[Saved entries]
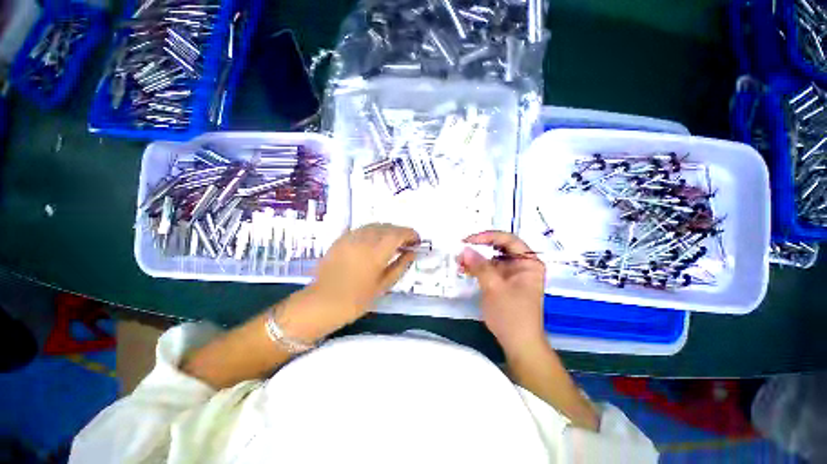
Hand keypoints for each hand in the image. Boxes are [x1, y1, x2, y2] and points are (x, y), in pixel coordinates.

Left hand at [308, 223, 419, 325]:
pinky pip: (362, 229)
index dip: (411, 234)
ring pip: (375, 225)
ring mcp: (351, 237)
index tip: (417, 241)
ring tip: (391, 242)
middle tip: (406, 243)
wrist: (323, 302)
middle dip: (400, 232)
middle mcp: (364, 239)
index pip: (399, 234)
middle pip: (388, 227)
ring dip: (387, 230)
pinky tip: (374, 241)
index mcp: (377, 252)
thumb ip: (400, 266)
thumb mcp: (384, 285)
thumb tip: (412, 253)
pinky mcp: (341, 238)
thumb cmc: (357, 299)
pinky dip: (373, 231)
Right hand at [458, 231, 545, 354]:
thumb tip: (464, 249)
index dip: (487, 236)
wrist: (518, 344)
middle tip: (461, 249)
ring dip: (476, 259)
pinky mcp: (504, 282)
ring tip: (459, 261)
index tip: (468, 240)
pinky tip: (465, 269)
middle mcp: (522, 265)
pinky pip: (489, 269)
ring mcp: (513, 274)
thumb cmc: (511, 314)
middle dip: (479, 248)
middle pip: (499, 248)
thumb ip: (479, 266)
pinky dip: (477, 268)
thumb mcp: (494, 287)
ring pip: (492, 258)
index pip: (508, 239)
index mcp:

_Instructions for the task_
Write out the entries above verbatim; the pictures do not belong in your copy.

_Answer to the exercise_
Hand keypoints for each hand in the image. Boxes are [x1, y1, x2, y2] and points are (x, y), in pixel coordinates.

Left hand at [308, 223, 419, 325]:
pinky pip: (362, 229)
index dip: (411, 234)
ring pip: (375, 225)
ring mcp: (351, 237)
index tip: (417, 241)
ring tip: (391, 242)
middle tip: (406, 243)
wrist: (323, 302)
middle dip: (400, 232)
middle mcp: (364, 239)
index pip: (399, 234)
middle pip: (388, 227)
ring dip: (387, 230)
pinky tip: (374, 241)
index mcp: (377, 252)
thumb ip: (400, 266)
thumb mcp: (384, 285)
thumb tip: (412, 253)
pinky mcp: (341, 238)
thumb cmc: (357, 299)
pinky dip: (373, 231)
Right hand at [458, 231, 545, 354]:
thumb tip: (464, 249)
index dip: (487, 236)
wrist: (518, 344)
middle tip: (461, 249)
ring dip: (476, 259)
pinky mcp: (504, 282)
ring tip: (459, 261)
index tip: (468, 240)
pinky tip: (465, 269)
middle mcp: (522, 265)
pinky pip: (489, 269)
ring mcp: (513, 274)
thumb cmc: (511, 314)
middle dip: (479, 248)
middle pip: (499, 248)
thumb ip: (479, 266)
pinky dip: (477, 268)
thumb mcp: (494, 287)
ring pip: (492, 258)
index pip: (508, 239)
index mcp:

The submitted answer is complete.